Exercise description ▸ Identify, in the records below, every line where the string "Saxon" appears, and copy each such line.

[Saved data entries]
+ + + + + + +
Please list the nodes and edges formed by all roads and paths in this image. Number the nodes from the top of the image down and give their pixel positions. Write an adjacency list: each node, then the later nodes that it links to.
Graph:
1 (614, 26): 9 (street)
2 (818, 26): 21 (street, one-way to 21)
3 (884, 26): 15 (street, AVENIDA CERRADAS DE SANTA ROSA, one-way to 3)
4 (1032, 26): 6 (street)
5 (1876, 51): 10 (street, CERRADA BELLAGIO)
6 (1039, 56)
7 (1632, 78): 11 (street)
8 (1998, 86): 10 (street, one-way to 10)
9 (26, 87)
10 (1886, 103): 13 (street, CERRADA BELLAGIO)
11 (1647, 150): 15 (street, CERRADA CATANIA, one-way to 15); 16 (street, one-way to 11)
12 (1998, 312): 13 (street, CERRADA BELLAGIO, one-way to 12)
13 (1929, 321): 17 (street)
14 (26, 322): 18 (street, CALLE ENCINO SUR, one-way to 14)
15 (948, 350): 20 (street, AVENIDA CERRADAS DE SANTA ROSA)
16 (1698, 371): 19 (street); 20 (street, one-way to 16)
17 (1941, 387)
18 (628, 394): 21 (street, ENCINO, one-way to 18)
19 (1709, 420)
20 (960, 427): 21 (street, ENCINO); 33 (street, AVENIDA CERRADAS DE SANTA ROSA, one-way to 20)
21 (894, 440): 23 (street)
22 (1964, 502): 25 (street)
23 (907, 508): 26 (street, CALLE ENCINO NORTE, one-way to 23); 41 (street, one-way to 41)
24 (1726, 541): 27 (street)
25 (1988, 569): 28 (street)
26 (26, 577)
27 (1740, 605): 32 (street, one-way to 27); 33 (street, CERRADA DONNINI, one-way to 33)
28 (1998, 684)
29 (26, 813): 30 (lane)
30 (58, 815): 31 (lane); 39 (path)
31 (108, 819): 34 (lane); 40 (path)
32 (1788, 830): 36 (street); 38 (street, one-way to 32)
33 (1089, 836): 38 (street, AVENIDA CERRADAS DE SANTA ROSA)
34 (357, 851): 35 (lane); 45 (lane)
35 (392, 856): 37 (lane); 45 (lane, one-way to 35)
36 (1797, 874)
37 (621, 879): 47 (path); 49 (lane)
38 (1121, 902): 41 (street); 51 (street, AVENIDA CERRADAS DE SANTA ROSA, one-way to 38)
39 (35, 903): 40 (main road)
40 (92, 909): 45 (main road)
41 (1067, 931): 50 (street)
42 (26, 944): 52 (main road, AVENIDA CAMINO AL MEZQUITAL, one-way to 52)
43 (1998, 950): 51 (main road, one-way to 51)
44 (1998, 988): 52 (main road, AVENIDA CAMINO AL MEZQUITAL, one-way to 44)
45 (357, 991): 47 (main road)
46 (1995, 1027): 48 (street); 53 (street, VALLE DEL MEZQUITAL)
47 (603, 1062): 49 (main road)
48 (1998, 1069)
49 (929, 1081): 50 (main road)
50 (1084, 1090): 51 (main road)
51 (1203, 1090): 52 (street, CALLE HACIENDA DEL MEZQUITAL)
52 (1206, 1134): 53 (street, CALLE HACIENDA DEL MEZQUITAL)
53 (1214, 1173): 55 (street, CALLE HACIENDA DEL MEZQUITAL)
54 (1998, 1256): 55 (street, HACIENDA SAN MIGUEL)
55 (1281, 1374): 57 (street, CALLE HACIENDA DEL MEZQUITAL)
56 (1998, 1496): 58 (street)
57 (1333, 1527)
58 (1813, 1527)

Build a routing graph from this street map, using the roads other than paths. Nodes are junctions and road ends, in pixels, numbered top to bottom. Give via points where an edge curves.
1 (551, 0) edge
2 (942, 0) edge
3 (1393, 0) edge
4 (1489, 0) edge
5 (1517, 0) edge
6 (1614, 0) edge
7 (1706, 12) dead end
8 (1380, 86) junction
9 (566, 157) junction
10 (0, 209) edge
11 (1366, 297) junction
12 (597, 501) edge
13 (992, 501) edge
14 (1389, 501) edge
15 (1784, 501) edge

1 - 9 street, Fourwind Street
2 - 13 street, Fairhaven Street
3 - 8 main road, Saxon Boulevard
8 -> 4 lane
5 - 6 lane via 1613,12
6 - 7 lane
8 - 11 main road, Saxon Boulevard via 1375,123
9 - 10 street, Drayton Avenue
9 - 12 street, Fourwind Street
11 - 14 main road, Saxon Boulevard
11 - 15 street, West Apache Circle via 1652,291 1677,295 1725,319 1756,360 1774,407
+ + + + + + +
Response for this exercise ▸
3 - 8 main road, Saxon Boulevard
8 - 11 main road, Saxon Boulevard via 1375,123
11 - 14 main road, Saxon Boulevard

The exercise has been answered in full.